§ WORK REQUEST
State how many lines of the entries hold the string "name". Reply with the number alone.
-------- GIVEN ENTRIES
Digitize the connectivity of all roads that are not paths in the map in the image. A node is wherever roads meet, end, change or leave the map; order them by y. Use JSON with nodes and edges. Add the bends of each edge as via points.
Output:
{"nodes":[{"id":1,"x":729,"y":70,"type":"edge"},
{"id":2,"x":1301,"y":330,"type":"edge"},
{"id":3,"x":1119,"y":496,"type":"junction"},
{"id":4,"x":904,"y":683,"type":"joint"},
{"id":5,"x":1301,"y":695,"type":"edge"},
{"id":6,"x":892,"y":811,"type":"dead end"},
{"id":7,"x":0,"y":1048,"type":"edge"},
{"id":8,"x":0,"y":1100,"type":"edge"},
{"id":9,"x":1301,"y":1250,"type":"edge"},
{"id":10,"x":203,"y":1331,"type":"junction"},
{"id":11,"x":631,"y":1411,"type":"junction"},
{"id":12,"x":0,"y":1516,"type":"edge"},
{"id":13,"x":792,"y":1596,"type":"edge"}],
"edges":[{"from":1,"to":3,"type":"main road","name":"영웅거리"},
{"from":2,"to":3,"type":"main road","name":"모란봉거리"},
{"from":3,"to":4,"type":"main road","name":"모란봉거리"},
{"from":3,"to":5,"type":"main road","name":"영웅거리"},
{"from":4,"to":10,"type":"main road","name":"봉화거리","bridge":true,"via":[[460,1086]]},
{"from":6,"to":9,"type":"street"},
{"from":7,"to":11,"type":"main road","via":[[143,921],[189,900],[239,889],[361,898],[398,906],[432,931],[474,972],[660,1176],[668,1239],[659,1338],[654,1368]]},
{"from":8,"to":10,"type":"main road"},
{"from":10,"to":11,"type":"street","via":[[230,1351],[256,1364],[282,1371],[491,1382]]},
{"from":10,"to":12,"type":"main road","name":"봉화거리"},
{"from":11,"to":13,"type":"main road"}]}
----------------
§ SOLUTION FOR THIS TASK
6